While most rights to live and remain are being secured through agreements with the EU, the UK’s request that this include retaining local election rights was rejected by the EU, which argued that they are a sovereign national matter, not an EU competence.

The government subsequently pledged to retain the legislation that allows EU citizens to vote and stand in the local and mayoral elections that were due to take place on May 5th, the postponement of those elections has not been matched by a commitment to retain that pledge for a further year, let alone to commitments beyond.
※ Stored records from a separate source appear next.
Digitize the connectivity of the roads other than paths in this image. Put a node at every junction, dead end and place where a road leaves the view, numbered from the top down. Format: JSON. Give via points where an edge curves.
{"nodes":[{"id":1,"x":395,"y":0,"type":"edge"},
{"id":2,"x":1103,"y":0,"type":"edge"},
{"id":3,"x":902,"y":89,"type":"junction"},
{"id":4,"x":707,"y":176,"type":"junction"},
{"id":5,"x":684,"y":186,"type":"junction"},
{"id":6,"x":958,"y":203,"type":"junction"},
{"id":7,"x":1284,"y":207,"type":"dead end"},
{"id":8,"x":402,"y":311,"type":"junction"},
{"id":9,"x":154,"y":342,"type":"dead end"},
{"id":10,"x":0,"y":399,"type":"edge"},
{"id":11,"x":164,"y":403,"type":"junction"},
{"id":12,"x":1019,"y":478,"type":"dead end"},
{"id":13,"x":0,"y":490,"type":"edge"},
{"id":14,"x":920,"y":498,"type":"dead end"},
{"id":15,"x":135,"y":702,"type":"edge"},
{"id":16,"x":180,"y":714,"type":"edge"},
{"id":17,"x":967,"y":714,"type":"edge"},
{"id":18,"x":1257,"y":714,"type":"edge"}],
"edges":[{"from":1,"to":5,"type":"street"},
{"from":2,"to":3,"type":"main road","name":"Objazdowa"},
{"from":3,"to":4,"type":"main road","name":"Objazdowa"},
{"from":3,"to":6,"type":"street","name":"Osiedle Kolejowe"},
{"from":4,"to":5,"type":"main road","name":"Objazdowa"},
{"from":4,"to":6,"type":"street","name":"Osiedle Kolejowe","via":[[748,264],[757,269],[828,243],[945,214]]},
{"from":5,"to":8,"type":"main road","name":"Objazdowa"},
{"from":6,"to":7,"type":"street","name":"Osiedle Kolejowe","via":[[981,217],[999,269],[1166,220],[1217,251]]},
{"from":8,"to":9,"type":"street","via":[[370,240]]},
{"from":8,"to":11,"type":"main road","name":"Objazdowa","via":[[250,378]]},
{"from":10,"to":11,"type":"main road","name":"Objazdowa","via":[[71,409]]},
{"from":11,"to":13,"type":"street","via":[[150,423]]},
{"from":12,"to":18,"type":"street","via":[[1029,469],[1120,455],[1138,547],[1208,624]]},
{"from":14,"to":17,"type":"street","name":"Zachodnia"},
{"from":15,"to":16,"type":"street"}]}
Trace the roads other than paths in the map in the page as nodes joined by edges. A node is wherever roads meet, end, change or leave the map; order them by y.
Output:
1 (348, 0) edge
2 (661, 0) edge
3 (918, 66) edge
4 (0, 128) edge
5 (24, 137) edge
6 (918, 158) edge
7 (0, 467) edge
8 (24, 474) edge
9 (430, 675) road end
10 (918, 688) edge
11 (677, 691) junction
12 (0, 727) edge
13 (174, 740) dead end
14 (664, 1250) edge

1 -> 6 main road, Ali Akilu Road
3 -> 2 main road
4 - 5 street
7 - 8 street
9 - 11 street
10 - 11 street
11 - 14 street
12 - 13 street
On the contrary, to the alarm of many EU citizens, the government has also announced a strategy since, of pursuing reciprocal bilateral agreements on local voting rights with each individual EU nation, which threaten to disenfranchise some but not others. This has only led to positive responses from 3 countries so far — Spain, Portugal and Luxembourg, not for lack of goodwill from others.

France and Germany have constitutional prohibitions on voting rights for non-EU nationals, but British migrants will still be able to vote locally in Denmark, Finland, Sweden, the Netherlands while their citizens in the UK merely have that verbal commitment to being allowed to vote in the local elections which didn’t take place on May 5th. These countries use the principle of universally granting local voting rights to all residents regardless of nationality, which is also applied by Australia, New Zealand, Jersey and most recently Scotland and Wales.

It doesn’t have to be this way. As Britain moves to an immigration system that is supposedly ‘more fair and equal,’ it should bear in mind that Commonwealth and Irish citizens enjoy voting rights at all elections in the UK and that the government granted these rights without being asked to do so and without regard to whether they were reciprocated. More than 100 years after the Representation of the People Act 1918, which enshrined these rights, we surely should consider whether it’s acceptable to treat other immigrants as less deserving?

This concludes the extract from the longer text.